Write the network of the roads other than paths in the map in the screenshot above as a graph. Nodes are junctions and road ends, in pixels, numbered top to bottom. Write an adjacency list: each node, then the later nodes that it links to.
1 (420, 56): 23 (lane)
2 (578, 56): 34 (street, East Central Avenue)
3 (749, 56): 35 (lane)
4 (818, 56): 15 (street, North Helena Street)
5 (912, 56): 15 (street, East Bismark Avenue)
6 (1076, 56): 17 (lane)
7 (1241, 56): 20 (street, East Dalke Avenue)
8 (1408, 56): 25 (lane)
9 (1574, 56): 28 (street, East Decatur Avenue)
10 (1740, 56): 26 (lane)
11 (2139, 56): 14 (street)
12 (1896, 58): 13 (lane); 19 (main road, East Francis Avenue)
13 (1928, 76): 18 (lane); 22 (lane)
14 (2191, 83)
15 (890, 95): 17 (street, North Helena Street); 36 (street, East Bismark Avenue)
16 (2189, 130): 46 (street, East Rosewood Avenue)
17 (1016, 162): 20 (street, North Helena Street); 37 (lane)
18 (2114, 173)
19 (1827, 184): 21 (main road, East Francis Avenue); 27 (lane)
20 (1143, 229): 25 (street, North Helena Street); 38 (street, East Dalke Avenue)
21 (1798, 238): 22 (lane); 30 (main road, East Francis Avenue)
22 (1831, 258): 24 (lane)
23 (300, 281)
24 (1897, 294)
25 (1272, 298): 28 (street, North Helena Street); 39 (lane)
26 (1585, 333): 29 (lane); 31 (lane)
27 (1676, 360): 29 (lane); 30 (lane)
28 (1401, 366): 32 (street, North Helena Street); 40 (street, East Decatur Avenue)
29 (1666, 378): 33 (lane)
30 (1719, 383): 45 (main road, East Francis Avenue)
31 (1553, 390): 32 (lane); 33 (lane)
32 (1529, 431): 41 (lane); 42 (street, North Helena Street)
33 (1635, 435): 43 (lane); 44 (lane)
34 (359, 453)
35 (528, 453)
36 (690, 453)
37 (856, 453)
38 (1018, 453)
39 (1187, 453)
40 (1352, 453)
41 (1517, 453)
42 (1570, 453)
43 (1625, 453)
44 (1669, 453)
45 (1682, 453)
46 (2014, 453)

______________________________

The problem
Repeat every line of the data verbatim.

Your response
Write the network of the roads other than paths in the map in the screenshot above as a graph. Nodes are junctions and road ends, in pixels, numbered top to bottom. Write an adjacency list: each node, then the later nodes that it links to.
1 (420, 56): 23 (lane)
2 (578, 56): 34 (street, East Central Avenue)
3 (749, 56): 35 (lane)
4 (818, 56): 15 (street, North Helena Street)
5 (912, 56): 15 (street, East Bismark Avenue)
6 (1076, 56): 17 (lane)
7 (1241, 56): 20 (street, East Dalke Avenue)
8 (1408, 56): 25 (lane)
9 (1574, 56): 28 (street, East Decatur Avenue)
10 (1740, 56): 26 (lane)
11 (2139, 56): 14 (street)
12 (1896, 58): 13 (lane); 19 (main road, East Francis Avenue)
13 (1928, 76): 18 (lane); 22 (lane)
14 (2191, 83)
15 (890, 95): 17 (street, North Helena Street); 36 (street, East Bismark Avenue)
16 (2189, 130): 46 (street, East Rosewood Avenue)
17 (1016, 162): 20 (street, North Helena Street); 37 (lane)
18 (2114, 173)
19 (1827, 184): 21 (main road, East Francis Avenue); 27 (lane)
20 (1143, 229): 25 (street, North Helena Street); 38 (street, East Dalke Avenue)
21 (1798, 238): 22 (lane); 30 (main road, East Francis Avenue)
22 (1831, 258): 24 (lane)
23 (300, 281)
24 (1897, 294)
25 (1272, 298): 28 (street, North Helena Street); 39 (lane)
26 (1585, 333): 29 (lane); 31 (lane)
27 (1676, 360): 29 (lane); 30 (lane)
28 (1401, 366): 32 (street, North Helena Street); 40 (street, East Decatur Avenue)
29 (1666, 378): 33 (lane)
30 (1719, 383): 45 (main road, East Francis Avenue)
31 (1553, 390): 32 (lane); 33 (lane)
32 (1529, 431): 41 (lane); 42 (street, North Helena Street)
33 (1635, 435): 43 (lane); 44 (lane)
34 (359, 453)
35 (528, 453)
36 (690, 453)
37 (856, 453)
38 (1018, 453)
39 (1187, 453)
40 (1352, 453)
41 (1517, 453)
42 (1570, 453)
43 (1625, 453)
44 (1669, 453)
45 (1682, 453)
46 (2014, 453)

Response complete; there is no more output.